Nosso grupo organiza mais de 3.000 Séries de conferências Eventos todos os anos nos EUA, Europa e outros países. Ásia com o apoio de mais 1.000 Sociedades e publica mais de 700 Acesso aberto Periódicos que contém mais de 50.000 personalidades eminentes, cientistas de renome como membros do conselho editorial.
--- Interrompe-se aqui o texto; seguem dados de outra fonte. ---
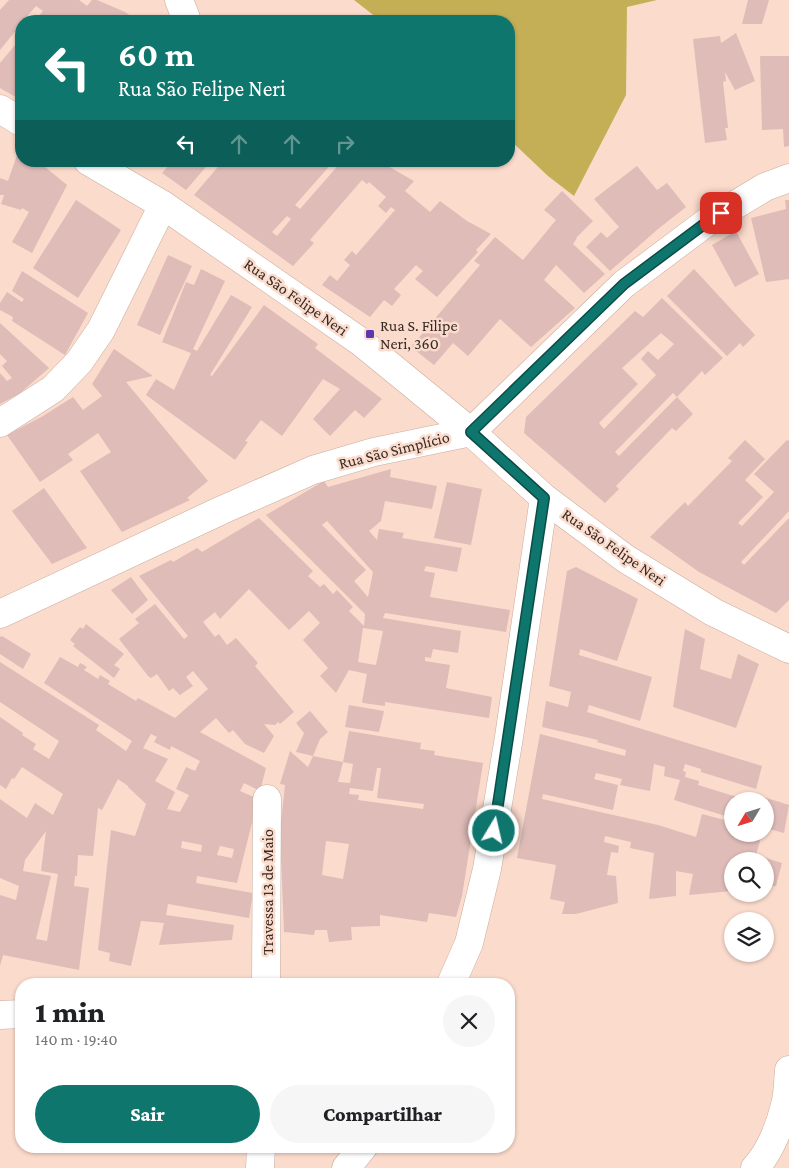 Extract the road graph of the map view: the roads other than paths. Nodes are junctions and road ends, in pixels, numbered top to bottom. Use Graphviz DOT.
graph roads {
  1 [pos="179,0"];
  2 [pos="185,15"];
  3 [pos="0,109"];
  4 [pos="15,118"];
  5 [pos="98,167"];
  6 [pos="789,178"];
  7 [pos="163,205"];
  8 [pos="0,423"];
  9 [pos="471,432"];
  10 [pos="544,498"];
  11 [pos="0,614"];
  12 [pos="789,649"];
  13 [pos="267,799"];
  14 [pos="266,978"];
  15 [pos="454,978"];
  16 [pos="15,1014"];
  17 [pos="0,1015"];
  18 [pos="789,1070"];
  19 [pos="260,1153"];
  20 [pos="358,1153"];
  21 [pos="260,1168"];
  22 [pos="346,1168"];
  23 [pos="755,1168"];
  1 -- 2 [label="street"];
  3 -- 4 [label="street"];
  5 -- 7 [label="street, Rua São Felipe Neri"];
  6 -- 9 [label="street, Rua São Simplício"];
  7 -- 8 [label="street"];
  7 -- 9 [label="street, Rua São Felipe Neri"];
  9 -- 10 [label="street, Rua São Felipe Neri"];
  9 -- 11 [label="street, Rua São Simplício"];
  10 -- 12 [label="street, Rua São Felipe Neri"];
  10 -- 15 [label="street"];
  13 -- 14 [label="street, Travessa 13 de Maio"];
  16 -- 17 [label="street"];
  18 -- 23 [label="street"];
  19 -- 21 [label="street"];
  20 -- 22 [label="street"];
} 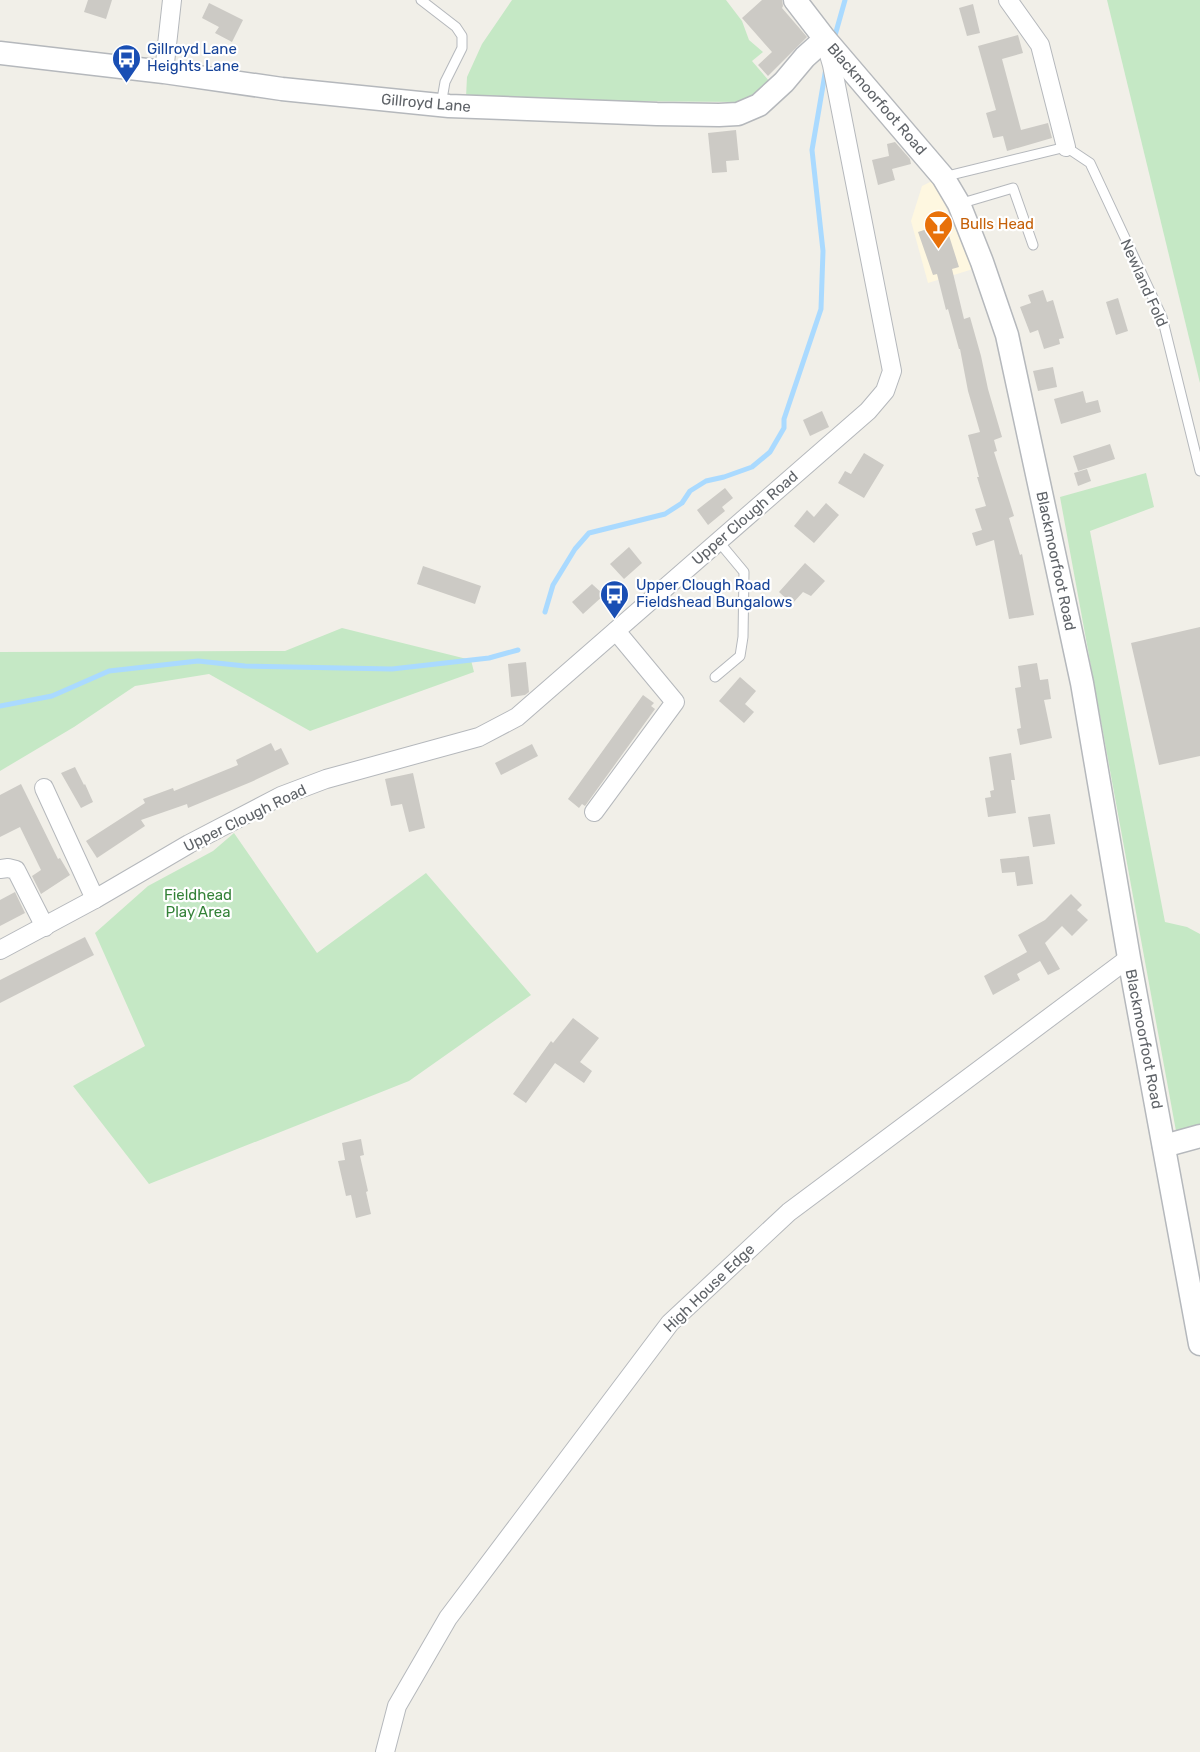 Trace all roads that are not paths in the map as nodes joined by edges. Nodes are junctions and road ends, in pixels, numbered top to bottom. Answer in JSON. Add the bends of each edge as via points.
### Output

Periódicos de acesso aberto ganhando mais leitores e citações
700 periódicos e 15 milhões de leitores Cada periódico está obtendo mais de 25.000 leitores

Indexado em
  • Índice Copérnico
  • Google Scholar
  • Sherpa Romeu
  • Abra o portão J
  • Genâmica JournalSeek
  • Chaves Acadêmicas
  • PesquisaBíblia
  • Infraestrutura Nacional de Conhecimento da China (CNKI)
  • Acesso à Pesquisa Online Global em Agricultura (AGORA)
  • Biblioteca de Periódicos Eletrônicos
  • RefSeek
  • Universidade Hamdard
  • EBSCO AZ
  • OCLC – WorldCat
  • Catálogo online SWB
  • Biblioteca Virtual de Biologia (vifabio)
  • Publons
  • Fundação de Genebra para Educação e Pesquisa Médica
  • Euro Pub
  • ICMJE
Compartilhe esta página

Abstrato

CoBRA-Containerized Bioinformatics in ChIP/ATAC-seq

Ava James*

Chromatin immunoprecipitation sequencing (ChIP-seq) and the Assay for Transposase-Accessible Chromatin with high-throughput sequencing (ATAC-seq) have grown to be crucial technology to successfully degree protein-DNA interactions and chromatin accessibility. However, there's a want for a scalable and reproducible pipeline that carries right normalization among samples, correction of reproduction quantity variations, and integration of recent downstream evaluation equipment. Containerized Bioinformatics workflow for Reproducible ChIP/ ATAC-seq Analysis (CoBRA), a modularized computational workflow which quantifies ChIP-seq and ATAC-seq height areas and plays unsupervised and supervised analyses [1]. CoBRA gives a complete modern-day ChIP-seq and ATAC-seq evaluation pipeline that may be utilized by scientists with confined computational revel in. This allows researchers to advantage speedy perception into protein-DNA interactions and chromatin accessibility thru pattern clustering, differential height calling, motif enrichment, assessment of web web sites to a reference database, and pathway evaluation.